Here to the eye of common-sense, whether soldierly or civilian, the battle is already gone—lost beyond salvation. The onus of blame appears to rest on poor Wells, the brave, devoted volunteer. He had learned war in a school that took no account of the supply-train; in the school of individual fighters, living on nothing, saving no wounded or non-combatants; dash, scurry, kill, scalp and run away, every man for himself—and the devil take the hindmost—in other words the Indian system. As to this band of whites, what had it to fight for but its train of wagons with all the helpless ones, all the stores, all the ammunition, all the means of progress and of caring for the wounded? To charge the centre of a brave, unformed rabble which outflanks you is only heroic suicide at best, and when the doing so leaves the train at the mercy of the spreading flanks of the foe, it is fatal madness.
To return to the Heald narrative:
Another charge was made which enabled Captain Wells to get a little closer to the Indians. He had two pistols and a small gun. His bullets and powder were kept in shoulder belts, hung at convenient places, and he generally had an extra bullet in his mouth, which helped him to load fast when necessary. He could pour in a little powder, wad it down, "blow in" the bullet, prime and fire more quickly than one can tell the facts. The Indians broke from him right and left. The hottest part of the battle lasted but a few minutes, but Captain Heald's little band was cut down. He gave the signal for surrender; the chiefs came together and they made a compromise.

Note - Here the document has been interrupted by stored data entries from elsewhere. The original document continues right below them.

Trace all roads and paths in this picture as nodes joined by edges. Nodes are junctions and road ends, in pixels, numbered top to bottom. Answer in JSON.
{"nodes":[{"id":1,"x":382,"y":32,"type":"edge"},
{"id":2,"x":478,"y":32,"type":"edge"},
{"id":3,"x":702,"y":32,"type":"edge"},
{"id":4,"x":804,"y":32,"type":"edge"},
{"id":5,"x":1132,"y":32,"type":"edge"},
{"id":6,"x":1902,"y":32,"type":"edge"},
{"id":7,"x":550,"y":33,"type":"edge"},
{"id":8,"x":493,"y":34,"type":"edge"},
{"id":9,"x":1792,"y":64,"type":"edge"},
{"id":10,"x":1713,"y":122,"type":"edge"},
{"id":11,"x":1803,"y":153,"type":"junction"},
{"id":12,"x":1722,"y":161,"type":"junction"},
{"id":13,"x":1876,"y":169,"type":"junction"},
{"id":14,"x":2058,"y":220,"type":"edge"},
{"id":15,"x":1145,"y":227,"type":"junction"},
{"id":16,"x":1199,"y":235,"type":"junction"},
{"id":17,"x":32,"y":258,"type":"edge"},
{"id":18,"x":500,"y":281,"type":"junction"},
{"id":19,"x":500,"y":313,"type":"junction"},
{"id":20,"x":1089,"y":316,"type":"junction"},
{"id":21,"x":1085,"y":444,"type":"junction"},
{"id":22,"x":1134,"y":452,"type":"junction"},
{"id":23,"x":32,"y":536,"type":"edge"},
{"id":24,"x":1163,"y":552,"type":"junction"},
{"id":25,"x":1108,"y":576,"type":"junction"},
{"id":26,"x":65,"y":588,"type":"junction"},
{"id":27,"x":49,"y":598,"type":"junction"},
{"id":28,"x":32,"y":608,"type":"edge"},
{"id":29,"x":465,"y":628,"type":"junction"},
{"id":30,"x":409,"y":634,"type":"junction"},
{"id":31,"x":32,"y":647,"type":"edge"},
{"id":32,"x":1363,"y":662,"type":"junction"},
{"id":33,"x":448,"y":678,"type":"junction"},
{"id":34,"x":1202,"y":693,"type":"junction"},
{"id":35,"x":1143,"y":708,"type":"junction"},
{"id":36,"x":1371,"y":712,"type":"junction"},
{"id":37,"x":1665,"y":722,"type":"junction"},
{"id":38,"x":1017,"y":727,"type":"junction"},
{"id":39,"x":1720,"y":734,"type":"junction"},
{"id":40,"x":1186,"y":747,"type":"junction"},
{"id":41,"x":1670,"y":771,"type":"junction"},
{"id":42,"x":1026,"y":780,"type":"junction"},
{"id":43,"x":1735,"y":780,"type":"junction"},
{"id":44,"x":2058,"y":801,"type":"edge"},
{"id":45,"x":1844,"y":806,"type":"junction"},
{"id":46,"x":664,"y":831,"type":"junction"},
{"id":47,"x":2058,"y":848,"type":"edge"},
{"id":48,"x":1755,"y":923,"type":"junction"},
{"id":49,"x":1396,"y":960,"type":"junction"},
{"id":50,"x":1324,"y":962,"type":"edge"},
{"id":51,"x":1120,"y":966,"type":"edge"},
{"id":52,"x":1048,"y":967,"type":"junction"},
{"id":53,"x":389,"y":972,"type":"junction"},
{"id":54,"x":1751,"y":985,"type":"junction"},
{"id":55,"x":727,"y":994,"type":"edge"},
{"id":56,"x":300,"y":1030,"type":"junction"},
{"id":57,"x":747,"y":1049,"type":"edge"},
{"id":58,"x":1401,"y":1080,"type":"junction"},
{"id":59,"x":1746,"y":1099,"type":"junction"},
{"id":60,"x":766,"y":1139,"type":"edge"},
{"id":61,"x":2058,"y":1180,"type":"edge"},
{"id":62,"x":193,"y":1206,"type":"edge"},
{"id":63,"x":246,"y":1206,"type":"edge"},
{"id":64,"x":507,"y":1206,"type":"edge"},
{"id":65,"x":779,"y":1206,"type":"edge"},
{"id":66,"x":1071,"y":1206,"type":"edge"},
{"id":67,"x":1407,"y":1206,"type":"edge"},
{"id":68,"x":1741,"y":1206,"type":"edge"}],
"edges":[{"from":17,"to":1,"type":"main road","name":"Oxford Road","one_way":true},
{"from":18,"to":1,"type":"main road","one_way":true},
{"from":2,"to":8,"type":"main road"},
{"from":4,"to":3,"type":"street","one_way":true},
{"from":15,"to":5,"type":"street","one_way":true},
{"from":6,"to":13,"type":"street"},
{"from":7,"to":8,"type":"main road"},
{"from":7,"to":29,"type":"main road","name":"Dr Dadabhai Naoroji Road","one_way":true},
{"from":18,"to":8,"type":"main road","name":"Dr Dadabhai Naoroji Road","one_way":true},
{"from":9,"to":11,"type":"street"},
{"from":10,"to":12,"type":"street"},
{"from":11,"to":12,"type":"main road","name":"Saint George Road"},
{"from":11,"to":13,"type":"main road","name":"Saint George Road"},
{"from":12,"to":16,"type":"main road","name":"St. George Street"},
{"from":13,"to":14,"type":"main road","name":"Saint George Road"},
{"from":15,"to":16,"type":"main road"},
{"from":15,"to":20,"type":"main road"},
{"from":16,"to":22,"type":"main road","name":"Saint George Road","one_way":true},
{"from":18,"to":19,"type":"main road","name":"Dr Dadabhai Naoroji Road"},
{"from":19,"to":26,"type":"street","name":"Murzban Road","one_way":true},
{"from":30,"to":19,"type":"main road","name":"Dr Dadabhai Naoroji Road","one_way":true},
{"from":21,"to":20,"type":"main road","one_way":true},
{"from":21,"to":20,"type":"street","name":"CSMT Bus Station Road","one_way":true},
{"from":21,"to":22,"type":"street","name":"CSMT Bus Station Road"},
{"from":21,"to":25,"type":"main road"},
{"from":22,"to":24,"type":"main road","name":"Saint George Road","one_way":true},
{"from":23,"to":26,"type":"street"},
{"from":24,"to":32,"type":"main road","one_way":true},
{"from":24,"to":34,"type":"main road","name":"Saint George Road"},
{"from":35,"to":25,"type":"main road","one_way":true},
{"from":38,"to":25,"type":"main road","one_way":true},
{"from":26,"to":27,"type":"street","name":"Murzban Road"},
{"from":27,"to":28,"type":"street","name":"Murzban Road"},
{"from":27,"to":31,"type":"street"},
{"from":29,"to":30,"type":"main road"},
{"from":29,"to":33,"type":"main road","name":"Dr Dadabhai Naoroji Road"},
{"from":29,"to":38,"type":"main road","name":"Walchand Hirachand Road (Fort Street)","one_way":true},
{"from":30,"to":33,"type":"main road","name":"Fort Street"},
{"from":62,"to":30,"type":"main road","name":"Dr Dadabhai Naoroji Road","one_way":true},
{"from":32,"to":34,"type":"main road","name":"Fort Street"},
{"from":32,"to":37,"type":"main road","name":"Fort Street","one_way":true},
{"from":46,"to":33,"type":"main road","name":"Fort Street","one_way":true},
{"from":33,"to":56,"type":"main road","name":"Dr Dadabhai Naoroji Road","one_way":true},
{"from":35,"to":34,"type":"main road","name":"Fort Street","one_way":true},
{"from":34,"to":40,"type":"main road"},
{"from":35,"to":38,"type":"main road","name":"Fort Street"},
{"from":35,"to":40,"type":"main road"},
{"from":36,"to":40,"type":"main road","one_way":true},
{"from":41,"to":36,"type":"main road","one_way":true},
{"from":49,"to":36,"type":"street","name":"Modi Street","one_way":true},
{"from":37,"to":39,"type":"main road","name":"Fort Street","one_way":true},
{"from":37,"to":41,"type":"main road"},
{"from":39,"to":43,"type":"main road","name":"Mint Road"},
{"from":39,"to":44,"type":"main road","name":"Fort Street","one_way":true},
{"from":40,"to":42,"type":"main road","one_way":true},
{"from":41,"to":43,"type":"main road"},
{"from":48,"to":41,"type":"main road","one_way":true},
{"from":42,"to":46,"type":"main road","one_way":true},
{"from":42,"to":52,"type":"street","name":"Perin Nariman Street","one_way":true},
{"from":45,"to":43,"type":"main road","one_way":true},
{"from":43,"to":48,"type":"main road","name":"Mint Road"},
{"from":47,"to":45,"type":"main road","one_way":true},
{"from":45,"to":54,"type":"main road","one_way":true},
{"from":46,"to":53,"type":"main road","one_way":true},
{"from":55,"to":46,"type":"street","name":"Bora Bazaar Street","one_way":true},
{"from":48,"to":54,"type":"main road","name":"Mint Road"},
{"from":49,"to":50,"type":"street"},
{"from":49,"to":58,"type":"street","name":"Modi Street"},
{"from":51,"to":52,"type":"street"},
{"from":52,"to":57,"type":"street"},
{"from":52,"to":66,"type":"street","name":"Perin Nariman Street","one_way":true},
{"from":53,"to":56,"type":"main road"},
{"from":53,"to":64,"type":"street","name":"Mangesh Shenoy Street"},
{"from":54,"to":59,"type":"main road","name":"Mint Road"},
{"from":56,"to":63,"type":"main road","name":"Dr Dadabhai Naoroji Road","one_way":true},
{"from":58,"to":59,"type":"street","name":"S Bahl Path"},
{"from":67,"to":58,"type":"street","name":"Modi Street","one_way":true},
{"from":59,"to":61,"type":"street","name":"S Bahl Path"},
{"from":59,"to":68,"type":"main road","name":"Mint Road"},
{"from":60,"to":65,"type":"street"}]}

By this time Wells, Ronan and Van Vorhees were killed, Heald had a bullet in his hip, Mrs. Heald had a half dozen wounds, half the regulars were killed or wounded, and so far as we now know for certain, all twelve militia-men. (A doubt about this last named unexplained mortality, and suggestion as to the probable manner of their death, will be noted later.) Darius Heald could only say:
Afterwards, in talking the matter over, Captain Nathan Heald said that he had no confidence in the Indians, but that he had done the best he could do; that in fifteen minutes more the last man would have been killed, as they had no chance at all; his men were falling rapidly, and he himself was wounded in the hip by a one-ounce ball. That ball was never extracted, and caused his death twenty years afterward.